La notizia dell'isolamento nel suolo delle isole Svalbard, all'interno del Circolo Polare Artico, di geni per la resistenza multipla ad antibiotici ha ulteriormente evidenziato come quello della diminuita sensibilità dei batteri patogeni agli antibiotici oggi utilizzati stia diventando un problema sempre più urgente e drammatico.
Nello studio pubblicato sulla rivista Environmental International, i ricercatori hanno condotto un'analisi metagenomica (cioè isolando e sequenziando direttamente il DNA, non i batteri stessi) da campioni di suolo prelevati nella regione del Kongsfjorden delle isole Svalbard. La località era stata selezionata per la bassa densità di popolazione e l'assenza di turismo di massa e di impianti industriali o coltivazioni agricole.

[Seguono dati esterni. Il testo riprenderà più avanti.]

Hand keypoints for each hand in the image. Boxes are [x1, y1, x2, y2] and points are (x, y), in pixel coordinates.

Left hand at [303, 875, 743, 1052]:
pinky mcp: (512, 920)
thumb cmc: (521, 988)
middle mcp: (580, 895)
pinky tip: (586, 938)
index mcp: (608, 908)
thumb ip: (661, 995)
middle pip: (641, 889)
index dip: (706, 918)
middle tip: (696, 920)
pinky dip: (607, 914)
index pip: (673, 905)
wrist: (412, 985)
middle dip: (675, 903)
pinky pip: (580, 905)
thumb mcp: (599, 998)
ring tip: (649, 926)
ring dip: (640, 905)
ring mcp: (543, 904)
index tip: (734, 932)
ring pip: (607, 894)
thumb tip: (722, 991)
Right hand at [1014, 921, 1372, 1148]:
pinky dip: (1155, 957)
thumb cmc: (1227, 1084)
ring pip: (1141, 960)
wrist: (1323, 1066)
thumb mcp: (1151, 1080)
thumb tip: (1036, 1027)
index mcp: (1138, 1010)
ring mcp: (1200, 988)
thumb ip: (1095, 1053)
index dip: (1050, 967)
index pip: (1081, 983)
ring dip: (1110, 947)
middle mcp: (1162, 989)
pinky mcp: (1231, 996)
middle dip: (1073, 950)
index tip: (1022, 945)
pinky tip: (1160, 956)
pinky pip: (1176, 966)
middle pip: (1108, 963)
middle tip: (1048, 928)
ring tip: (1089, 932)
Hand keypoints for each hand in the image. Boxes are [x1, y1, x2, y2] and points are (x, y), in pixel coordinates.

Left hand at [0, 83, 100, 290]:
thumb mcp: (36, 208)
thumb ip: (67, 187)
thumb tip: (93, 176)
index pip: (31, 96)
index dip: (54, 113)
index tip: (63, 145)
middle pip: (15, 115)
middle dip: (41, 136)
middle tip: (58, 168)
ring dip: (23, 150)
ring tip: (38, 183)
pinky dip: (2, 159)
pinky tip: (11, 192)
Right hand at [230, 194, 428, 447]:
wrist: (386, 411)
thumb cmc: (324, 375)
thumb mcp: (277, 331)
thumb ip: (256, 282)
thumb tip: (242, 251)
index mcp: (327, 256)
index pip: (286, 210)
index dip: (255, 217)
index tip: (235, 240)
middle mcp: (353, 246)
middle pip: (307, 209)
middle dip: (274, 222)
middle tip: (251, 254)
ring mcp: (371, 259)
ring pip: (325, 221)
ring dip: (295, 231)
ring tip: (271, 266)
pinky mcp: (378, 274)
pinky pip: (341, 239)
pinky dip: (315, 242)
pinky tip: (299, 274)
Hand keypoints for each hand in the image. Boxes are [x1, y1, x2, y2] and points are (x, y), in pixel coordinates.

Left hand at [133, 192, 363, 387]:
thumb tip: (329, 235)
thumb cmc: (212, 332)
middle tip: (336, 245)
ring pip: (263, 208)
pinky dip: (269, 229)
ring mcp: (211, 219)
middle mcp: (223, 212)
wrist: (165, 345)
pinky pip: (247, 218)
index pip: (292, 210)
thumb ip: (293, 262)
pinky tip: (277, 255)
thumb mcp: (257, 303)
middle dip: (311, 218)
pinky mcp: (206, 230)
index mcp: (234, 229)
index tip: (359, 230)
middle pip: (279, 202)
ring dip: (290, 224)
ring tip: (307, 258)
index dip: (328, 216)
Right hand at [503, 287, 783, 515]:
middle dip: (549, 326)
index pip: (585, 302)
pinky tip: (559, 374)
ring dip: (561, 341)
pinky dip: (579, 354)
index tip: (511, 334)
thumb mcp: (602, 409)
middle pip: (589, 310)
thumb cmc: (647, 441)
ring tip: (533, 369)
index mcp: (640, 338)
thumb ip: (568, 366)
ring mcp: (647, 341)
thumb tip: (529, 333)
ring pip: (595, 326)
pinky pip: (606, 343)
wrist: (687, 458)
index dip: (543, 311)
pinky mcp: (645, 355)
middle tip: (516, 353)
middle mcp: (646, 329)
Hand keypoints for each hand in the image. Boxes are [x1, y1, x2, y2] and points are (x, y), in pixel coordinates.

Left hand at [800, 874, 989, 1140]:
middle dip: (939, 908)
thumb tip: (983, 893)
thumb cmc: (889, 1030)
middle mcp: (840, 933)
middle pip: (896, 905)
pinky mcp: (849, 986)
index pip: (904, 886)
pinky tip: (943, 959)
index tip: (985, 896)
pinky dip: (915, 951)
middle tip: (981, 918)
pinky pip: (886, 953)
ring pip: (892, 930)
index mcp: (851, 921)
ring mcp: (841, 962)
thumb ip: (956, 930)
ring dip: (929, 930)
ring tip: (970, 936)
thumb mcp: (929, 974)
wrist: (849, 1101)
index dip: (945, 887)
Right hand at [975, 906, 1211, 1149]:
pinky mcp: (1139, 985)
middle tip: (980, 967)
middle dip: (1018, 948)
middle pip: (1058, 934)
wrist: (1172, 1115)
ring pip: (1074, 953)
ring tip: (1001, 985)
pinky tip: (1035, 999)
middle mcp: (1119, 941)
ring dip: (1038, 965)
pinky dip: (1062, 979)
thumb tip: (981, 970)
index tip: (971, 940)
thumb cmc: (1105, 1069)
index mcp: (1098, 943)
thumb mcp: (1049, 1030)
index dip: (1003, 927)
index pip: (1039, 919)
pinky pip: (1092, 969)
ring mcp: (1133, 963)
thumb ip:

L'analisi ha identificato 131 geni responsabili di resistenza a nove diverse classi di antibiotici. La maggior parte, però, erano costituiti da particolari sistemi di "pompe" presenti in molti batteri del suolo per eliminare dalla cellula composti tossici e quindi non specifici per antibiotici (anche se in grado di dare resistenza). Insomma, un dato tutto sommato atteso. In totale, circa il 30% dei geni di resistenza isolati poteva essere ascritto a ceppi di batteri del suolo autoctoni.
Quello che ha sorpreso, invece, i ricercatori, è stato l'isolamento di numerosi geni di provenienza "esterna", cioè introdotti nell'area da altre zone. Molti di questi geni conferivano resistenza ad antibiotici di importanza critica per la clinica, come amminoglicosidi, macrolidi e cefalosporine. Ma certamente la sorpresa maggiore è stata l'identificazione del gene bla NDM-1 in grado di conferire resistenza ai carbapenemi, antibiotici ad ampio spettro che spesso costituiscono se non l'unica, certo una delle poche opzioni per il trattamento di infezioni batteriche gravi come quelle da Klebsiella, Acinetobacter e Pseudomonas, spesso resistenti ad altri antibiotici.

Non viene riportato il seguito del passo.